═════ WORKING DATA ═════

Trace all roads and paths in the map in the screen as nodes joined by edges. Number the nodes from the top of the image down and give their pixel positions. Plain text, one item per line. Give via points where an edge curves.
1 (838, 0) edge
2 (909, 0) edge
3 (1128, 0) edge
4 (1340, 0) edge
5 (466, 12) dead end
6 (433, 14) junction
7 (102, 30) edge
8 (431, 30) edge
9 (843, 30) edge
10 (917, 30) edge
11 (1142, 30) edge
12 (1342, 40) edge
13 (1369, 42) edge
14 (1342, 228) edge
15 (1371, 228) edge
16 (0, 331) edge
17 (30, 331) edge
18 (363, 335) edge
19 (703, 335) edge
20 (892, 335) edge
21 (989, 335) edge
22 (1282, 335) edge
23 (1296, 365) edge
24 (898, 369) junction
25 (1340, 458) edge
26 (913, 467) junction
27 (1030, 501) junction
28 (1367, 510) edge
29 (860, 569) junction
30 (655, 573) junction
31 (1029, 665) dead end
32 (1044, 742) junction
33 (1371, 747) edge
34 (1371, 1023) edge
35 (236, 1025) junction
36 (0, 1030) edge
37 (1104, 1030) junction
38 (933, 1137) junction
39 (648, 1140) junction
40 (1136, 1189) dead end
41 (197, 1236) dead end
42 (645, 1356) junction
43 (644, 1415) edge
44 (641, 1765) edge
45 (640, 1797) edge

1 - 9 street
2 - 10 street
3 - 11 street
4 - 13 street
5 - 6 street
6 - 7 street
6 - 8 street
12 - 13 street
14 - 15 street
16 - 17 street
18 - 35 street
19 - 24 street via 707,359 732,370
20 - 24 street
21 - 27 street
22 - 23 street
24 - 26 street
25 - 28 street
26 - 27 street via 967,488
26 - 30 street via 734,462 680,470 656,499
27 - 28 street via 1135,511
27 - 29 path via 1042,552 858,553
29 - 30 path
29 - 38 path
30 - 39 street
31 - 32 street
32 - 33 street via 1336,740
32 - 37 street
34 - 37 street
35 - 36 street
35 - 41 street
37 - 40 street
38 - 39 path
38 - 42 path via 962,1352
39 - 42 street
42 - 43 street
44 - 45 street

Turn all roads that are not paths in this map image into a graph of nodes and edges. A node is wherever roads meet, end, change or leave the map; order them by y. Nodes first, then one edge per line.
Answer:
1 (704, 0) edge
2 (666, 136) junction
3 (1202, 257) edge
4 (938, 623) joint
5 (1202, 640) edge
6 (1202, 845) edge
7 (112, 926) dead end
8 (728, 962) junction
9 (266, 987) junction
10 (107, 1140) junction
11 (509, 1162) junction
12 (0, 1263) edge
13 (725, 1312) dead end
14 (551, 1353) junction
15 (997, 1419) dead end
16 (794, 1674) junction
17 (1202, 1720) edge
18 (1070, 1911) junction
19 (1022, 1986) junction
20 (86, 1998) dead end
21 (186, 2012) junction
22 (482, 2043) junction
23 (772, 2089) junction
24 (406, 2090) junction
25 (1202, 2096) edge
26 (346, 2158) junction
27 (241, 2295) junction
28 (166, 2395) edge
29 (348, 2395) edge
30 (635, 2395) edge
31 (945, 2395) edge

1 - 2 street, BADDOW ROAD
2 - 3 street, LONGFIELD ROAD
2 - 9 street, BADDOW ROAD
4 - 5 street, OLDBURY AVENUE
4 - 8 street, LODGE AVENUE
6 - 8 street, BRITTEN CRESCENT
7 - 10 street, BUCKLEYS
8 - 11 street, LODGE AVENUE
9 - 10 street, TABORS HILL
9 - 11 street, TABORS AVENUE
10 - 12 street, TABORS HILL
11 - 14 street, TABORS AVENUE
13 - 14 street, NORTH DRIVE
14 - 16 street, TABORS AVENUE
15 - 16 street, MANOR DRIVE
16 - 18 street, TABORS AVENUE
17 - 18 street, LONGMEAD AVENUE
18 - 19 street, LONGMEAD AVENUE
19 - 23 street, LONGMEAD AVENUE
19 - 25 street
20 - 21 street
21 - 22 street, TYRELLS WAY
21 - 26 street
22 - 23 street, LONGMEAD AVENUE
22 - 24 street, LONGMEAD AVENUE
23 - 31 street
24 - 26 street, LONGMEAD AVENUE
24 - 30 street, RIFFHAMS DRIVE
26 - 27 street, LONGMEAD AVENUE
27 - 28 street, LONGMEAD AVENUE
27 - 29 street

═════

PROBLEM DETAILS: Transcribe every record verbatim.

OUTPUT:
Trace all roads and paths in the map in the screen as nodes joined by edges. Number the nodes from the top of the image down and give their pixel positions. Plain text, one item per line. Give via points where an edge curves.
1 (838, 0) edge
2 (909, 0) edge
3 (1128, 0) edge
4 (1340, 0) edge
5 (466, 12) dead end
6 (433, 14) junction
7 (102, 30) edge
8 (431, 30) edge
9 (843, 30) edge
10 (917, 30) edge
11 (1142, 30) edge
12 (1342, 40) edge
13 (1369, 42) edge
14 (1342, 228) edge
15 (1371, 228) edge
16 (0, 331) edge
17 (30, 331) edge
18 (363, 335) edge
19 (703, 335) edge
20 (892, 335) edge
21 (989, 335) edge
22 (1282, 335) edge
23 (1296, 365) edge
24 (898, 369) junction
25 (1340, 458) edge
26 (913, 467) junction
27 (1030, 501) junction
28 (1367, 510) edge
29 (860, 569) junction
30 (655, 573) junction
31 (1029, 665) dead end
32 (1044, 742) junction
33 (1371, 747) edge
34 (1371, 1023) edge
35 (236, 1025) junction
36 (0, 1030) edge
37 (1104, 1030) junction
38 (933, 1137) junction
39 (648, 1140) junction
40 (1136, 1189) dead end
41 (197, 1236) dead end
42 (645, 1356) junction
43 (644, 1415) edge
44 (641, 1765) edge
45 (640, 1797) edge

1 - 9 street
2 - 10 street
3 - 11 street
4 - 13 street
5 - 6 street
6 - 7 street
6 - 8 street
12 - 13 street
14 - 15 street
16 - 17 street
18 - 35 street
19 - 24 street via 707,359 732,370
20 - 24 street
21 - 27 street
22 - 23 street
24 - 26 street
25 - 28 street
26 - 27 street via 967,488
26 - 30 street via 734,462 680,470 656,499
27 - 28 street via 1135,511
27 - 29 path via 1042,552 858,553
29 - 30 path
29 - 38 path
30 - 39 street
31 - 32 street
32 - 33 street via 1336,740
32 - 37 street
34 - 37 street
35 - 36 street
35 - 41 street
37 - 40 street
38 - 39 path
38 - 42 path via 962,1352
39 - 42 street
42 - 43 street
44 - 45 street

Turn all roads that are not paths in this map image into a graph of nodes and edges. A node is wherever roads meet, end, change or leave the map; order them by y. Nodes first, then one edge per line.
Answer:
1 (704, 0) edge
2 (666, 136) junction
3 (1202, 257) edge
4 (938, 623) joint
5 (1202, 640) edge
6 (1202, 845) edge
7 (112, 926) dead end
8 (728, 962) junction
9 (266, 987) junction
10 (107, 1140) junction
11 (509, 1162) junction
12 (0, 1263) edge
13 (725, 1312) dead end
14 (551, 1353) junction
15 (997, 1419) dead end
16 (794, 1674) junction
17 (1202, 1720) edge
18 (1070, 1911) junction
19 (1022, 1986) junction
20 (86, 1998) dead end
21 (186, 2012) junction
22 (482, 2043) junction
23 (772, 2089) junction
24 (406, 2090) junction
25 (1202, 2096) edge
26 (346, 2158) junction
27 (241, 2295) junction
28 (166, 2395) edge
29 (348, 2395) edge
30 (635, 2395) edge
31 (945, 2395) edge

1 - 2 street, BADDOW ROAD
2 - 3 street, LONGFIELD ROAD
2 - 9 street, BADDOW ROAD
4 - 5 street, OLDBURY AVENUE
4 - 8 street, LODGE AVENUE
6 - 8 street, BRITTEN CRESCENT
7 - 10 street, BUCKLEYS
8 - 11 street, LODGE AVENUE
9 - 10 street, TABORS HILL
9 - 11 street, TABORS AVENUE
10 - 12 street, TABORS HILL
11 - 14 street, TABORS AVENUE
13 - 14 street, NORTH DRIVE
14 - 16 street, TABORS AVENUE
15 - 16 street, MANOR DRIVE
16 - 18 street, TABORS AVENUE
17 - 18 street, LONGMEAD AVENUE
18 - 19 street, LONGMEAD AVENUE
19 - 23 street, LONGMEAD AVENUE
19 - 25 street
20 - 21 street
21 - 22 street, TYRELLS WAY
21 - 26 street
22 - 23 street, LONGMEAD AVENUE
22 - 24 street, LONGMEAD AVENUE
23 - 31 street
24 - 26 street, LONGMEAD AVENUE
24 - 30 street, RIFFHAMS DRIVE
26 - 27 street, LONGMEAD AVENUE
27 - 28 street, LONGMEAD AVENUE
27 - 29 street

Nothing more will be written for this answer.